Director: Guillermo del Toro
Starring: Charlie Hunnam, Idris Elba, Rinko Kikuchi
Year: 2013
When I first saw the trailer for Pacific Rim, I just assumed it would be bad. Giant Transformer-types wading around the ocean, fighting alien/reptile things, smashing through buildings like metal Godzillas. I didn’t want to see that, as much as it looked kind of neat in an I’m-an-eleven-year-old-boy kind of way. I actually thought about that, seeing it with my nephew, that it might be the only way I could enjoy the movie. I didn’t end up seeing it in the theatres, assumed I’d never give it a chance, that is until I started hearing good things. People were saying that it wasn’t stupid, that it wasn’t a throwaway, that it was actually a good movie. So I watched it despite my initial judgement and found those people to be dead wrong.
In the near future a breach will open up between two tectonic plates under the Pacific Ocean, a “bridge” will be made between two different dimensions, and huge deadly creatures will start coming out once in a while with the desire to crush Earth’s cities into smithereens. What will we do to defend ourselves? Build giant robots with nuclear capabilities and advanced weaponry of course. These Jaegers will be the saviors of our world, killing the alien Kaiju wherever they emerge. Each Jaeger is piloted by a pair of trained soldiers, a duo that controls the brain of the machine together, melding their own minds to become one. And all goes well for a while, the humans win the war. Well, until the Kaiju start coming more frequently, in pairs, and begin to adapt so as to beat the Jaeger’s defenses. This global war can have only one outcome; the annihilation of humanity, the leveling of our society, unless heroes can appear and save us all.

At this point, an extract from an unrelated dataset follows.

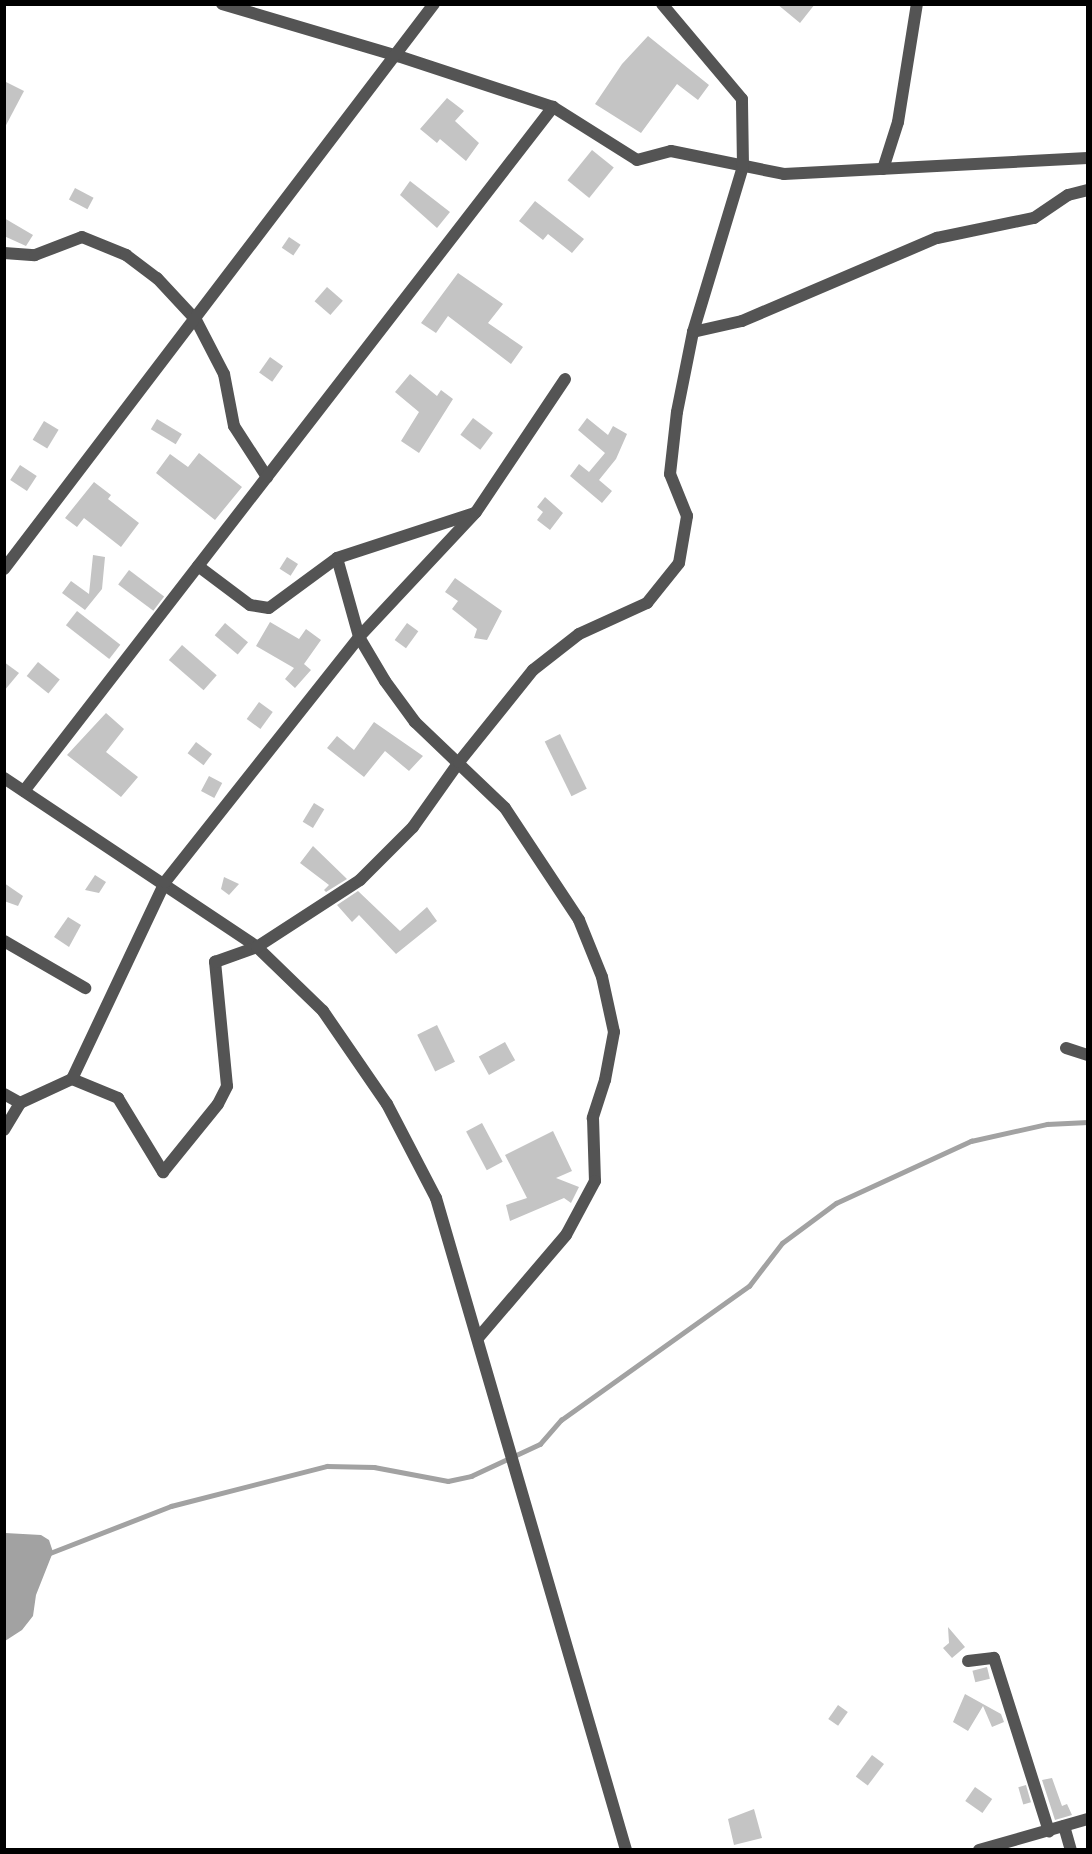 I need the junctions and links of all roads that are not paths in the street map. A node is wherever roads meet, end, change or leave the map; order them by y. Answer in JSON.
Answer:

It’s difficult to even write that with a straight face. Kaijus, Jaegers, drifts, reactors; it’s all a bit silly. No wonder it seemed like young boys might like it; it seemed to be written by an eleven-year-old during recess. It “borrowed” from Godzilla, from Transformers, and even ended up looking eerily like a slo-mo Power Rangers episode. Their was absolutely nothing original about the plot, and any build-up that the film might have developed was completely ruined by introducing the Jaegers in the first minute of the movie. It was totally TMI, unbelievably anti-climatic, and threw me off right from the beginning. And then there was the acting. I’m not sure which was more terrible, that the unknowns were predictably bad or that the knowns were shockingly awful. Each character seemed hand-crafted to have a stupid name, a despicable personality, and dialogue that made you want to punch them. If not for the inherent coolness of robots fighting monsters down the streets of big cities, Pacific Rim would have been a complete disaster. As it was, it was only quite bad, relying heavily on my being a kid with a toy gun at heart.